Marriage protest (1855)[edit]

A statement signed by Lucy Stone and Henry Blackwell prior to their marriage (1 May 1855). The Rev. Thomas Wentworth Higginson read the statement at the ceremony, and also distributed it to other ministers.
  • While acknowledging our mutual affection by publicly assuming the relationship of husband and wife, yet in justice to ourselves and a great principle, we deem it a duty to declare that this act on our part implies no sanction of, nor promise of voluntary obedience to such of the present laws of marriage, as refuse to recognize the wife as an independent, rational being, while they confer upon the husband an injurious and unnatural superiority, investing him with legal powers which no honorable man would exercise, and which no man should possess.
  • We believe that personal independence and equal human rights can never be forfeited, except for crime; that marriage should be an equal and permanent partnership, and so recognized by law; that until it is so recognized, married partners should provide against the radical injustice of present laws, by every means in their power...

The Progress of Fifty Years (1893)[edit]

Her last public speech, to the Congress of Women at the Woman's Building of the World's Columbian Exposition (World's Fair), Chicago, Illinois.
  • The commencement of the last fifty years is about the beginning of that great change and improvement in the condition of women which exceeds all the gains of hundreds of years before.
  • In 1833, Oberlin College, in Ohio, was founded.

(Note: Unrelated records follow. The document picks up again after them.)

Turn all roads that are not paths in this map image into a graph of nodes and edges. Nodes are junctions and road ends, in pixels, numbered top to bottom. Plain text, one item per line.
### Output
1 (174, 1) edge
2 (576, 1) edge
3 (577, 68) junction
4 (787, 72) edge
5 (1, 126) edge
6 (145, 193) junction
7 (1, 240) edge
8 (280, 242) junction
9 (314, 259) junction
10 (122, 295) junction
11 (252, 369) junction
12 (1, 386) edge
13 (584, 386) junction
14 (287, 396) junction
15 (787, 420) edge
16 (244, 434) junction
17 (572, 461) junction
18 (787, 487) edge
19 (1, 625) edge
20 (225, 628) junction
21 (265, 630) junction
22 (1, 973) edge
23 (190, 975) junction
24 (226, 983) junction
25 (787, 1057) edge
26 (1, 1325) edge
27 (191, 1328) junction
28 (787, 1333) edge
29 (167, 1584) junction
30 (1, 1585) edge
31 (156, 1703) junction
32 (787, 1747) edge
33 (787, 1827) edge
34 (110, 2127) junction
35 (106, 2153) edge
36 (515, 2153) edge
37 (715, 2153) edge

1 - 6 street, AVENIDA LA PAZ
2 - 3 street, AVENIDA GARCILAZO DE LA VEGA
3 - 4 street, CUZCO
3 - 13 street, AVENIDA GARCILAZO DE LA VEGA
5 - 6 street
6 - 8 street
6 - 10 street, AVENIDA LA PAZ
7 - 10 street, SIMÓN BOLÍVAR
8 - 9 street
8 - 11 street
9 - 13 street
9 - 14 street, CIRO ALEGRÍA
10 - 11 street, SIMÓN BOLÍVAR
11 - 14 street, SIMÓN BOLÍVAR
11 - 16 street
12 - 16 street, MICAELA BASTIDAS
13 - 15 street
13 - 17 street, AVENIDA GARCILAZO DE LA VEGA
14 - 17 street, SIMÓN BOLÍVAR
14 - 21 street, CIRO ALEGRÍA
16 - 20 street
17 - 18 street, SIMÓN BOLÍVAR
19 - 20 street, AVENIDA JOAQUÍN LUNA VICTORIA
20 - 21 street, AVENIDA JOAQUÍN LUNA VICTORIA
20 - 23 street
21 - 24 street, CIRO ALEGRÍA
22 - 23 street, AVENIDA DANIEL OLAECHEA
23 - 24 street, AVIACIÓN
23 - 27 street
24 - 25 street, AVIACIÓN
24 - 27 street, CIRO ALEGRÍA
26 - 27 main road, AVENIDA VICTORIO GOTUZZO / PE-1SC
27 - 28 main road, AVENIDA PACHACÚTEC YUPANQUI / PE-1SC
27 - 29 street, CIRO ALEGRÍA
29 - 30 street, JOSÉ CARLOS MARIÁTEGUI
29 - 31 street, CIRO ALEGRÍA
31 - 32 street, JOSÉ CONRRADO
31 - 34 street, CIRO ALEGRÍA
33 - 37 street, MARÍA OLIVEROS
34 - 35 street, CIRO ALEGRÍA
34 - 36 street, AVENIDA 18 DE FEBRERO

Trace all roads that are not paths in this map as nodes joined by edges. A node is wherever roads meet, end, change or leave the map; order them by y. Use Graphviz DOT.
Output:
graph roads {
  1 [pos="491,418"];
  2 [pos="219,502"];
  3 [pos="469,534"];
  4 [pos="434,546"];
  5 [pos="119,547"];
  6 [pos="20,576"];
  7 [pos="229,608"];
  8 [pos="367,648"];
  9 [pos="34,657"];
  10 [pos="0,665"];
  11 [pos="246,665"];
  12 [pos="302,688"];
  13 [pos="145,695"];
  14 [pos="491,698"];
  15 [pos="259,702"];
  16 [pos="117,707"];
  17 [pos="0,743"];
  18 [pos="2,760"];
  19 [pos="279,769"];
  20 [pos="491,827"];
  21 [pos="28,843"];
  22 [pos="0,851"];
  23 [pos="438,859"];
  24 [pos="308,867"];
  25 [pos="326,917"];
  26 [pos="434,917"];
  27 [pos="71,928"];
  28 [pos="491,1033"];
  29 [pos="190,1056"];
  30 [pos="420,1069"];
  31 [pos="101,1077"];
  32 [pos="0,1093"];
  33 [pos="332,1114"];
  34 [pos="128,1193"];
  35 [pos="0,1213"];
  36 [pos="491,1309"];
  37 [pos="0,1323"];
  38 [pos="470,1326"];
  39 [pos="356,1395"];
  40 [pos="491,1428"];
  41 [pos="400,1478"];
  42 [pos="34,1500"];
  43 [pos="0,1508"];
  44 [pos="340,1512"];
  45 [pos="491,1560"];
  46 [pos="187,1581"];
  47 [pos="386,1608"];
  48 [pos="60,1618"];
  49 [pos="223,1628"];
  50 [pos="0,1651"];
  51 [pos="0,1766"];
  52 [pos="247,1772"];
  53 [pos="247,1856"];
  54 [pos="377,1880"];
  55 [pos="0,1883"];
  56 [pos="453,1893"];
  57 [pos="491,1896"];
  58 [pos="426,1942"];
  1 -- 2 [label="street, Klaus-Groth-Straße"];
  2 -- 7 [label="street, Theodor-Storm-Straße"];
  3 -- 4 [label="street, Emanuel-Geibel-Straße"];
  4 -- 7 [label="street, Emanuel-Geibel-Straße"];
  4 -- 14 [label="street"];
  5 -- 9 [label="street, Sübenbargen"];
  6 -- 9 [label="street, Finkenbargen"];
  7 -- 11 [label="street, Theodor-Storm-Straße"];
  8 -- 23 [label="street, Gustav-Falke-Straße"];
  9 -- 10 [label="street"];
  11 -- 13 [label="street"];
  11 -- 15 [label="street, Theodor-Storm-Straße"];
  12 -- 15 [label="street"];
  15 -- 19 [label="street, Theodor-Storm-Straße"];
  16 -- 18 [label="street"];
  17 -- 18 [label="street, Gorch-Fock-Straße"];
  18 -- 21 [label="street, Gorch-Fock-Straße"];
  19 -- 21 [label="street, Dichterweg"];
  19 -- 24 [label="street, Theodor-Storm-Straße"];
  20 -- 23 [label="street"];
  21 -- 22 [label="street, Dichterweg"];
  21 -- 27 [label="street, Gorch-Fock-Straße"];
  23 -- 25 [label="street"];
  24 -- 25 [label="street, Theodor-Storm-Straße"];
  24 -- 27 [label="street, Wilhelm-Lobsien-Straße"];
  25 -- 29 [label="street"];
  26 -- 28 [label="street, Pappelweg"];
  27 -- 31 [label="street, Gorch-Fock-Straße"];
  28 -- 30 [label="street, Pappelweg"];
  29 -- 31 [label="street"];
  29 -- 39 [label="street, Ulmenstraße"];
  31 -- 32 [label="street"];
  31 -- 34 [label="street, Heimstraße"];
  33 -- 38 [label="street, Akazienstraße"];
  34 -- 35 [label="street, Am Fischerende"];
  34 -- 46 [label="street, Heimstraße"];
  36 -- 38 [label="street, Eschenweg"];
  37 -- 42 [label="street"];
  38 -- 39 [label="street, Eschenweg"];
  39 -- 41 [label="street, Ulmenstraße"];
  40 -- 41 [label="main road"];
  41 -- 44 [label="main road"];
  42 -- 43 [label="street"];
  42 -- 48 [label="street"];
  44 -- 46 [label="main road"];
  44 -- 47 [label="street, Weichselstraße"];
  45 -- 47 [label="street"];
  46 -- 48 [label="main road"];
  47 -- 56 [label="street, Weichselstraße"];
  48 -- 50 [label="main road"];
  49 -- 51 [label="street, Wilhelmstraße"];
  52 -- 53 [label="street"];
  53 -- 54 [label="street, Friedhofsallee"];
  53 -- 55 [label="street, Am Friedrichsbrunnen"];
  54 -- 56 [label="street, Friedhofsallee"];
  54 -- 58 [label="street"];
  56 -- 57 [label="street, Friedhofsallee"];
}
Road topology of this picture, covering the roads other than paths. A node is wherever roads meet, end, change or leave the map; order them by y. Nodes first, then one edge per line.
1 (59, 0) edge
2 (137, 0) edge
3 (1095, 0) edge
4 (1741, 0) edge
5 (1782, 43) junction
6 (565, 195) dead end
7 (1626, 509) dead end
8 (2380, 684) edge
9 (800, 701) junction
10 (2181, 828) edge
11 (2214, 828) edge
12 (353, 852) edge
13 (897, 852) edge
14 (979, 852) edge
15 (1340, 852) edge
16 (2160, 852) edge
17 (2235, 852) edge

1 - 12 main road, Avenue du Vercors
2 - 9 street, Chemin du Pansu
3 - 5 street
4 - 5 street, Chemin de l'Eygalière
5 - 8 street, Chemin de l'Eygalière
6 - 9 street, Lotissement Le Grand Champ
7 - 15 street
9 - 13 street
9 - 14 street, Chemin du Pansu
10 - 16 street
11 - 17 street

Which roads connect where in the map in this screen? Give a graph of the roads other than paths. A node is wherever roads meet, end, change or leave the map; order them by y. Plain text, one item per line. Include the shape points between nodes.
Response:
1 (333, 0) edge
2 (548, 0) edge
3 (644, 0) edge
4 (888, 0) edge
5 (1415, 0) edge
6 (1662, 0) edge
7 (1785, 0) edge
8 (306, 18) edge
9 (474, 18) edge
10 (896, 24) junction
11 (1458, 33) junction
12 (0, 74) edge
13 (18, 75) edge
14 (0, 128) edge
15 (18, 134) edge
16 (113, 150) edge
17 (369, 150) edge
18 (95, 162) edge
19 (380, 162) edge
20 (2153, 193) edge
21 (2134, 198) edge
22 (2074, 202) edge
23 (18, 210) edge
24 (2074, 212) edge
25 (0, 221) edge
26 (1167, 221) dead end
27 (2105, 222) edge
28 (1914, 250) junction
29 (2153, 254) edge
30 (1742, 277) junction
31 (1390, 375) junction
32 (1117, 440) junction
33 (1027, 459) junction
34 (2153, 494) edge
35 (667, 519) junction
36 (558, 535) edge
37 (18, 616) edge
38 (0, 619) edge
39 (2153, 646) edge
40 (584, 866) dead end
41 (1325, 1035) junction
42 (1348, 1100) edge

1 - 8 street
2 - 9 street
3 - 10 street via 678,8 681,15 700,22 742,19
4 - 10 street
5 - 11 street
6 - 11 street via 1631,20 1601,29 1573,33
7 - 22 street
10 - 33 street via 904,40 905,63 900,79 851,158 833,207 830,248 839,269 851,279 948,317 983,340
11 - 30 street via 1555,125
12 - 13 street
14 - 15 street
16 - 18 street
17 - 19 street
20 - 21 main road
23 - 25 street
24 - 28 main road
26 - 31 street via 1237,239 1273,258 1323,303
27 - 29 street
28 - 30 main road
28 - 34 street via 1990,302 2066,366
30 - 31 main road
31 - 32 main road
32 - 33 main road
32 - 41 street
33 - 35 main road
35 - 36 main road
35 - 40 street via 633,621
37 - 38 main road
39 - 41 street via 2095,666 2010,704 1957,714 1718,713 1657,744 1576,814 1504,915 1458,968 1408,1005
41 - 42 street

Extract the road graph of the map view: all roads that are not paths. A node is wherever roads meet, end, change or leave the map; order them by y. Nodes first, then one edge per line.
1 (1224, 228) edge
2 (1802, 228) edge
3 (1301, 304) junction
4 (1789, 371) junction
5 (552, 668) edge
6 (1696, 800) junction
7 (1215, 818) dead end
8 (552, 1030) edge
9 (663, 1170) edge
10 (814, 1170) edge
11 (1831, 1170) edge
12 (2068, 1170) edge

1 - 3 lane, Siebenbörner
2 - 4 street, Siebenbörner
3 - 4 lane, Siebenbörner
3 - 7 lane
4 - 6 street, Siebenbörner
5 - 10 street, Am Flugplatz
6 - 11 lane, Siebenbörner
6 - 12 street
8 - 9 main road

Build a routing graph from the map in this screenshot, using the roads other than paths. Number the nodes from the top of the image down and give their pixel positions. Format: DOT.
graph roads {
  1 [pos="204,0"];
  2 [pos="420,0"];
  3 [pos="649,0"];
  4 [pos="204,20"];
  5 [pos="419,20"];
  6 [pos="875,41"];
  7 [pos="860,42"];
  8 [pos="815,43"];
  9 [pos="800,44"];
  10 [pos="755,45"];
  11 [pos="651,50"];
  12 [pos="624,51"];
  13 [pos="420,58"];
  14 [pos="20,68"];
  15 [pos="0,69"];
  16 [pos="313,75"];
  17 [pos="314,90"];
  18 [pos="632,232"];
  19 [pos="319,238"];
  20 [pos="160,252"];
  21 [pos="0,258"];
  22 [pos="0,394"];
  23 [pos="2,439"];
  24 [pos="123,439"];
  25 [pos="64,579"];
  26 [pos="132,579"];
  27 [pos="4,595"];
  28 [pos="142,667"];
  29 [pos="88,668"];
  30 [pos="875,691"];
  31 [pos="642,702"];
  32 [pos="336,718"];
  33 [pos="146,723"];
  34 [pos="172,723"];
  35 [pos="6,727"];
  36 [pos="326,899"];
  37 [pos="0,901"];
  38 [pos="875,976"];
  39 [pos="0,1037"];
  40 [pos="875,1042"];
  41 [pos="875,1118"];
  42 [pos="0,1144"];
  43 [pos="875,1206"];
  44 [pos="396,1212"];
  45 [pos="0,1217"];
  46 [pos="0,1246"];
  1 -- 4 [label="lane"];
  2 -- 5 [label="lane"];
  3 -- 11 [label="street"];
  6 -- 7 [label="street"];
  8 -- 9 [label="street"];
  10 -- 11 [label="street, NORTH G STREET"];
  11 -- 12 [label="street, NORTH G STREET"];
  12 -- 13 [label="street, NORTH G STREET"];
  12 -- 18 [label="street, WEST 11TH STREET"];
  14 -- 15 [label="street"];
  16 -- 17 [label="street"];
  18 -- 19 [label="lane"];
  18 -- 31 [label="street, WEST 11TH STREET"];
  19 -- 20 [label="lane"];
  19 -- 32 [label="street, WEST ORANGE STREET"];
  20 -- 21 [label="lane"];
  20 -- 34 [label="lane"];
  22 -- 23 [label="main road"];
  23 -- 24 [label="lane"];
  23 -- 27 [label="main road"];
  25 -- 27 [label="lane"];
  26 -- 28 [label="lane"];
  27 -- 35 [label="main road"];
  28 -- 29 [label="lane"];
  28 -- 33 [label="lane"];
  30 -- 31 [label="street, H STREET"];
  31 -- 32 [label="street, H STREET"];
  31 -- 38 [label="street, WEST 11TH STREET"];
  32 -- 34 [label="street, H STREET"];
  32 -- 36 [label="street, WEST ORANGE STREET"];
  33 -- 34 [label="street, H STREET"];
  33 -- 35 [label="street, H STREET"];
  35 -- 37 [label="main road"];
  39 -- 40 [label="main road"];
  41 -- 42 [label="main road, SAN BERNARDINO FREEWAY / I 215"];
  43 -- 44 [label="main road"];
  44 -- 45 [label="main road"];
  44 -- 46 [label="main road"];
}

Its charter declared its grand object, - "To give the most useful education at the least expense of health, time, and money, and to extend the benefits of such education to both sexes and to all classes; and the elevation of the female character by bringing within the reach of the misjudged and neglected sex all the instructive privileges which have hitherto unreasonably distinguished the leading sex from theirs." These were the words of Father Shippen, which, if not heard in form, were heard in fact as widely as the world. The opening of Oberlin to women marked an epoch.
  • Get but a truth once uttered, and 'tis like
    A star new born that drops into its place;
    And which, once circling in its placid round,
    Not all the tumult of the earth can shake.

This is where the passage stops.